Summary Statistics

Overview

Summary statistics are used to summarize a set of observations, in order to communicate the largest amount of information as simply as possible. They are the first step in any data analysis, providing a snapshot of the data’s central tendency, dispersion, and shape.

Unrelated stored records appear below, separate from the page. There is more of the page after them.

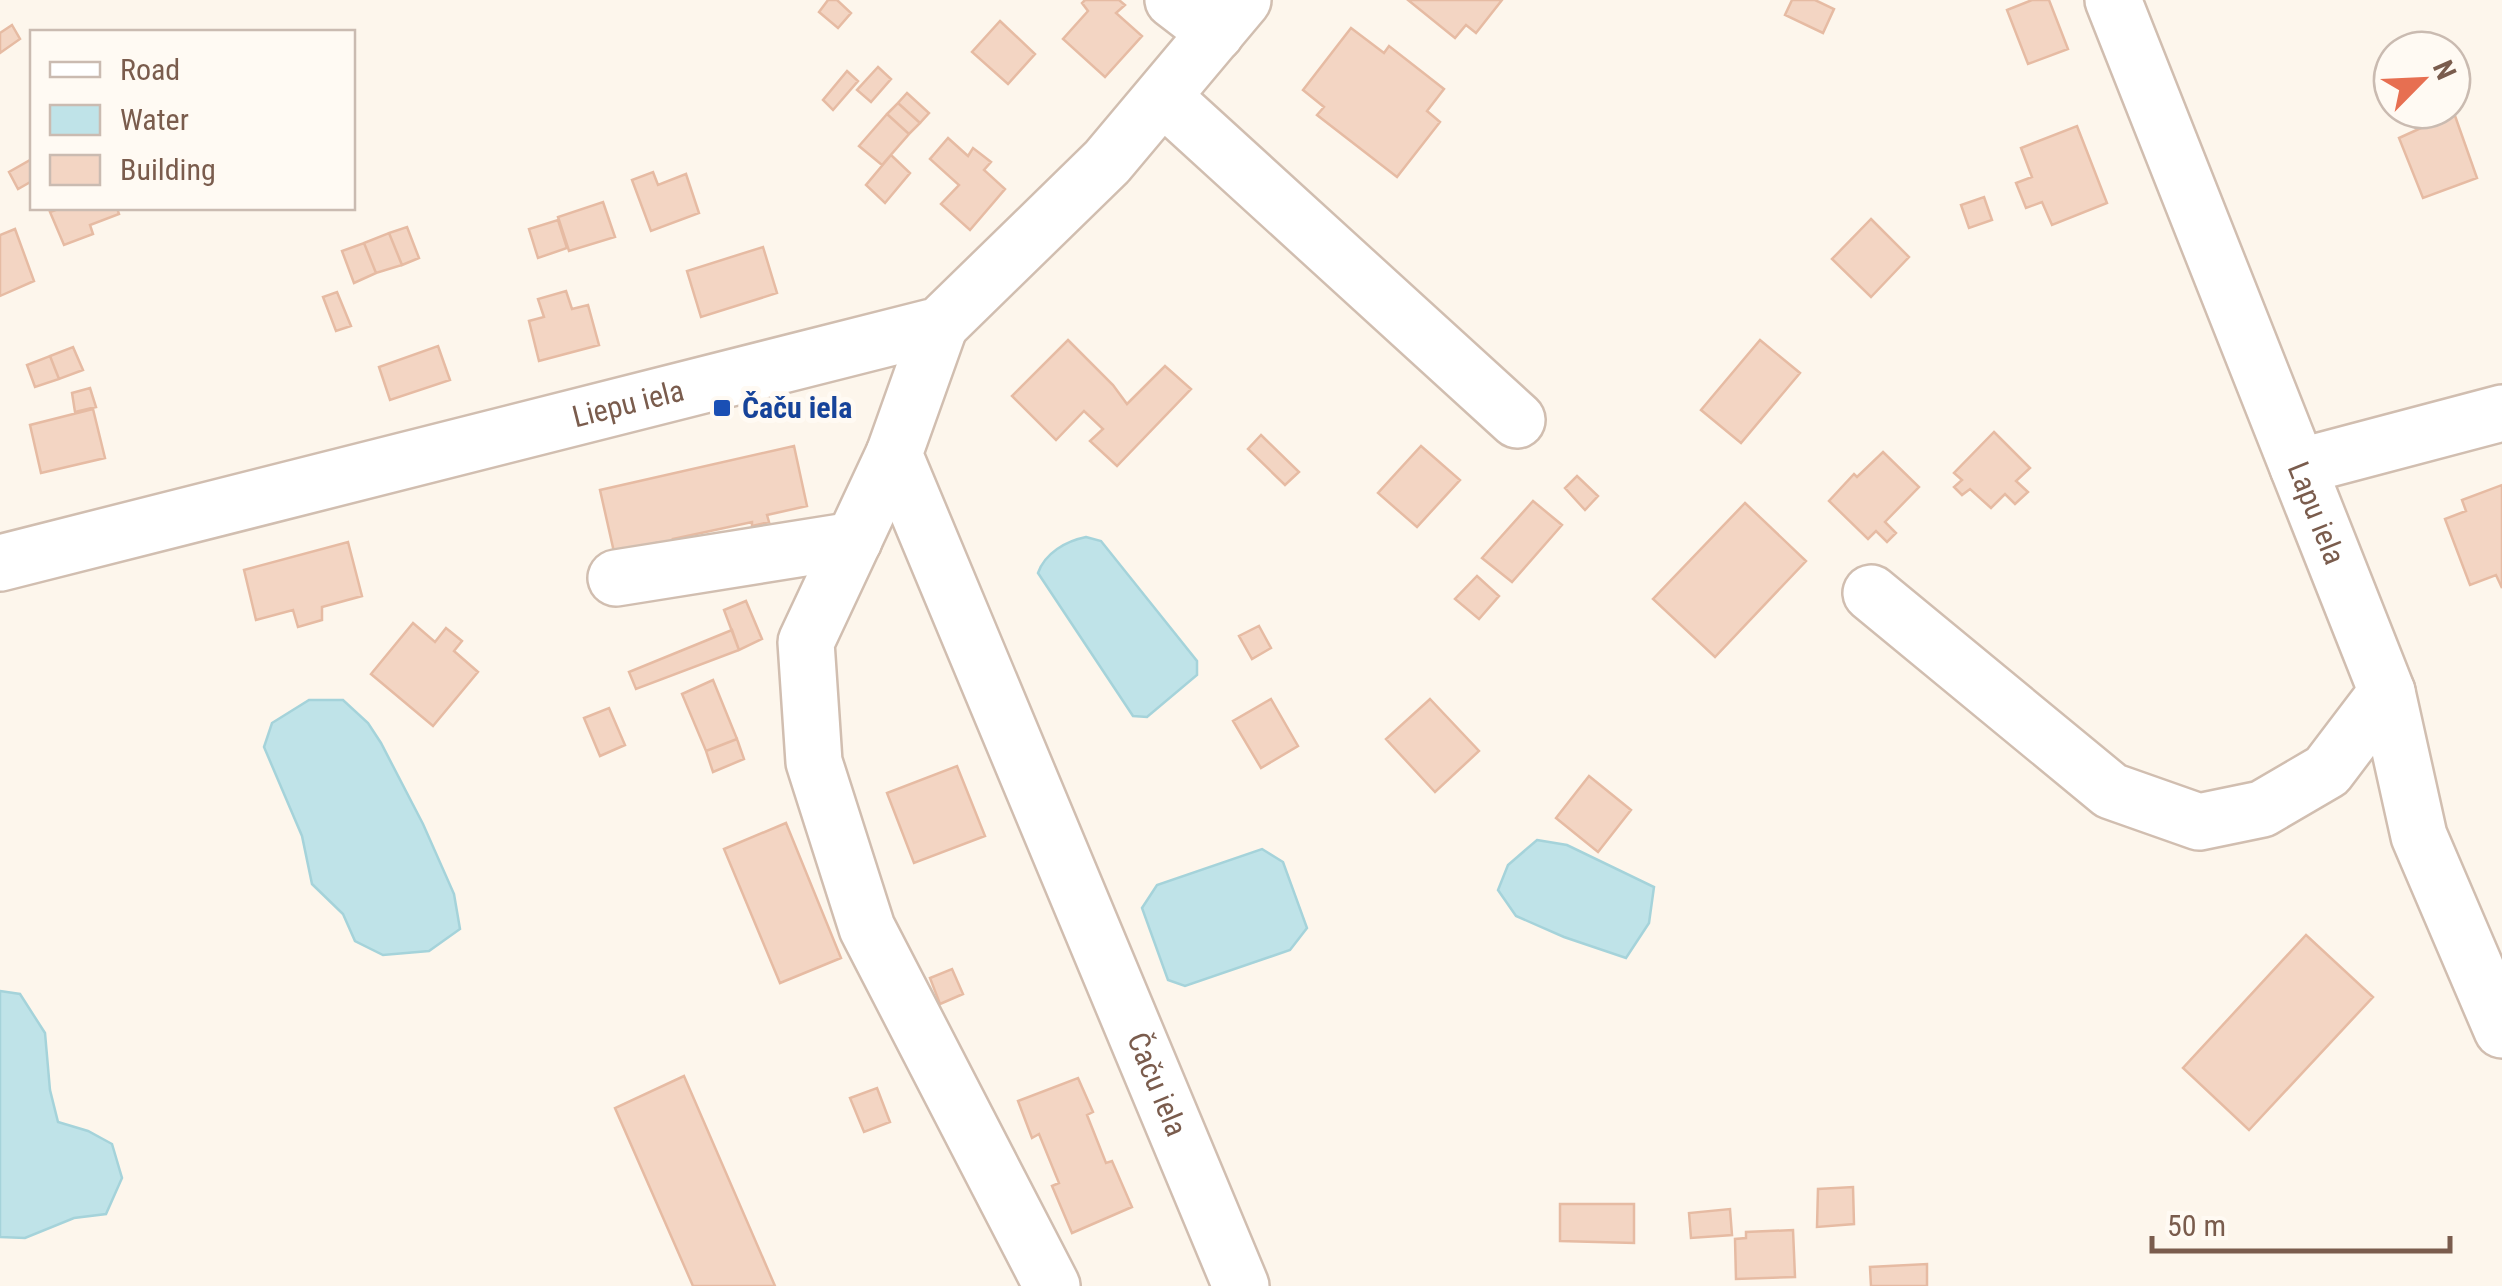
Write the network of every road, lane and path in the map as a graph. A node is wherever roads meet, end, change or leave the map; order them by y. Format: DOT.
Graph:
graph roads {
  1 [pos="1173,0"];
  2 [pos="2113,0"];
  3 [pos="1230,17"];
  4 [pos="1162,97"];
  5 [pos="940,325"];
  6 [pos="2502,412"];
  7 [pos="1517,420"];
  8 [pos="894,454"];
  9 [pos="2298,467"];
  10 [pos="854,540"];
  11 [pos="0,563"];
  12 [pos="616,578"];
  13 [pos="1870,592"];
  14 [pos="2387,692"];
  15 [pos="2502,1030"];
  16 [pos="1052,1286"];
  17 [pos="1241,1286"];
  1 -- 3 [label="street"];
  2 -- 9 [label="street, Lapu iela"];
  3 -- 4 [label="street"];
  4 -- 5 [label="street"];
  4 -- 7 [label="street"];
  5 -- 8 [label="street"];
  5 -- 11 [label="street, Liepu iela"];
  6 -- 9 [label="street"];
  8 -- 10 [label="street"];
  8 -- 17 [label="street, Čaču iela"];
  9 -- 14 [label="street, Lapu iela"];
  10 -- 12 [label="street"];
  10 -- 16 [label="street"];
  13 -- 14 [label="street"];
  14 -- 15 [label="street, Lapu iela"];
}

Common summary statistics fall into three categories:

  1. Central Tendency: Where is the “center” of the data? (Mean, Median, Mode)
  2. Dispersion: How spread out is the data? (Variance, Standard Deviation, Interquartile Range)
  3. Shape: Is the distribution symmetric or skewed? Peaked or flat? (Skewness, Kurtosis)
Figure 1: Central Tendency in Skewed Data: In a symmetric distribution, mean and median align. In a right-skewed distribution (shown below), the mean is pulled towards the long tail, while the median remains closer to the peak.

Key Functions

  • DESCRIBE: Computes several descriptive statistics (nobs, minmax, mean, variance, skewness, kurtosis) in a single call.
  • SKEW and KURTOSIS: Quantify the asymmetry and “tailedness” of the distribution.
  • MODE: Identifies the most frequent value(s) in a dataset.
  • SEM: Calculates the standard error of the mean, essential for error bars.

Native Excel Capabilities

Excel computes basic statistics easily (AVERAGE, MEDIAN, STDEV.S, VAR.S). However, Python provides enhanced capabilities:

  • Higher-Order Moments: Excel provides SKEW and KURT, but scipy.stats offers adjustments for bias and different definitions (Fisher vs Pearson).
  • Multi-dimensional Data: Python functions easily operate along specific axes of matrix data (e.g., “compute the mean of every column”).
  • Comprehensive Reporting: The DESCRIBE function returns a full statistical summary object, whereas getting the same info in Excel requires running the Analysis ToolPak “Descriptive Statistics” tool, which creates a static output that doesn’t update when data changes.

Tools

Tool Description
DESCRIBE Compute descriptive statistics using scipy.stats.describe module.
EFFECT_SIZES Computes effect size measures for comparing two groups.
EXPECTILE Calculates the expectile of a dataset using scipy.stats.expectile.
GMEAN Compute the geometric mean of the input data, flattening the input and ignoring non-numeric values.
HMEAN Calculates the harmonic mean of the input data, flattening the input and ignoring non-numeric values.
KURTOSIS Compute the kurtosis (Fisher or Pearson) of a dataset.
MODE Returns the modal (most common) value in the passed array. Wraps scipy.stats.mode to flatten the input, ignore non-numeric values, and always return a single mode (the smallest if multiple). If no mode is found (all values occur only once), returns an error.
MOMENT Calculates the nth moment about the mean for a sample.
PMEAN Computes the power mean (generalized mean) of the input data for a given power p.
SKEWNESS Calculate the skewness of a dataset.